# Text Mining

## Load Packages

In [11]:
# Import packages to use later
import pandas as pd
import nltk
import time
import json

## Load & Process Relationship Types

In [12]:
# Why should we set up the relationships data like this?
# 1) Prevents need for stemming each word in each review (time-consuming)
# 2) Allows arbitrary groupings of relationships beyond stemming equivalence
#    (e.g. "roommate" and "housemate", "children" and "kids", etc.)

with open(r"C:/Users/caraca/Downloads/yelp-relationships-geography-main/relationships/Relationships_ATUS_custom_v2.txt") as f:
    relationships = [line.strip().lower() for line in f.readlines()]

relationships_dict = dict()  ## From relationship category to all relevant relationship words, e.g. "spouse" --> ["spouse", "partner"]
relationships_dict_reverse = dict()  ## From any relationship word to its category, e.g. "partner" --> "spouse"

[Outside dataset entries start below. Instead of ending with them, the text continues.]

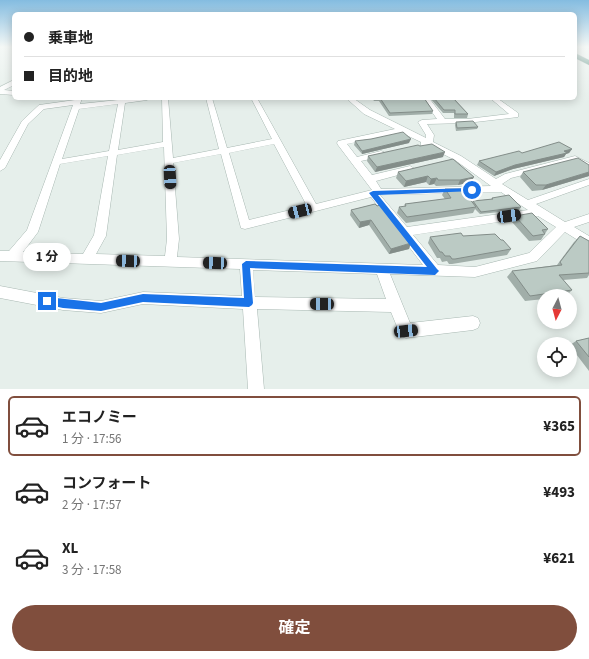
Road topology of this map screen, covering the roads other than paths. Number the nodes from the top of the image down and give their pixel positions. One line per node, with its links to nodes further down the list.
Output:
1 (12, 84): 2 (street)
2 (0, 91): 3 (street)
3 (12, 92)
4 (122, 100): 11 (street); 20 (street)
5 (165, 100): 16 (street)
6 (210, 100): 19 (street)
7 (255, 100): 14 (street)
8 (352, 100): 13 (street)
9 (427, 100): 12 (street)
10 (495, 100): 12 (street)
11 (78, 102): 25 (street); 28 (street)
12 (444, 122): 15 (street)
13 (404, 130): 15 (street); 22 (street)
14 (277, 142): 19 (street); 34 (street)
15 (430, 143): 17 (street); 21 (street)
16 (168, 144): 20 (street); 23 (street)
17 (414, 146)
18 (392, 151): 22 (street)
19 (224, 152): 23 (street); 34 (street)
20 (113, 153): 25 (street); 41 (street)
21 (458, 158): 24 (street); 31 (street)
22 (355, 160): 29 (street)
23 (170, 161): 42 (street)
24 (444, 161)
25 (58, 162): 40 (street)
26 (422, 167): 29 (street)
27 (589, 167): 31 (street)
28 (0, 168)
29 (370, 179): 32 (street)
30 (589, 182): 33 (street)
31 (499, 186): 32 (street); 33 (street)
32 (376, 193): 34 (street); 38 (street)
33 (526, 204): 35 (street)
34 (313, 208)
35 (538, 212): 37 (street); 38 (street)
36 (589, 218): 37 (street)
37 (564, 226): 39 (street); 45 (street)
38 (404, 232): 45 (street)
39 (589, 242)
40 (6, 257): 41 (street)
41 (86, 260): 42 (street)
42 (170, 262): 43 (street)
43 (246, 264): 44 (street); 47 (street)
44 (382, 270): 45 (street); 48 (street)
45 (435, 271)
46 (0, 292): 47 (street)
47 (249, 303): 48 (street); 50 (street)
48 (395, 306): 49 (street)
49 (473, 323)
50 (256, 389)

for line in relationships:
    relevant_words = line.split(",")
    category = relevant_words[0]
    relationships_dict[category] = relevant_words.copy()
    for word in relevant_words:
        relationships_dict_reverse[word] = category

full_relationship_set = set()
for relationship_list in relationships_dict.values():
    full_relationship_set.update(relationship_list)
        
print(relationships)
#print()
#print(relationships_dict)
#print()
#print(relationships_dict_reverse)

words_need_our = ["child", "children", "kid", "kids", "son", "sons", "daughter", "daughters"]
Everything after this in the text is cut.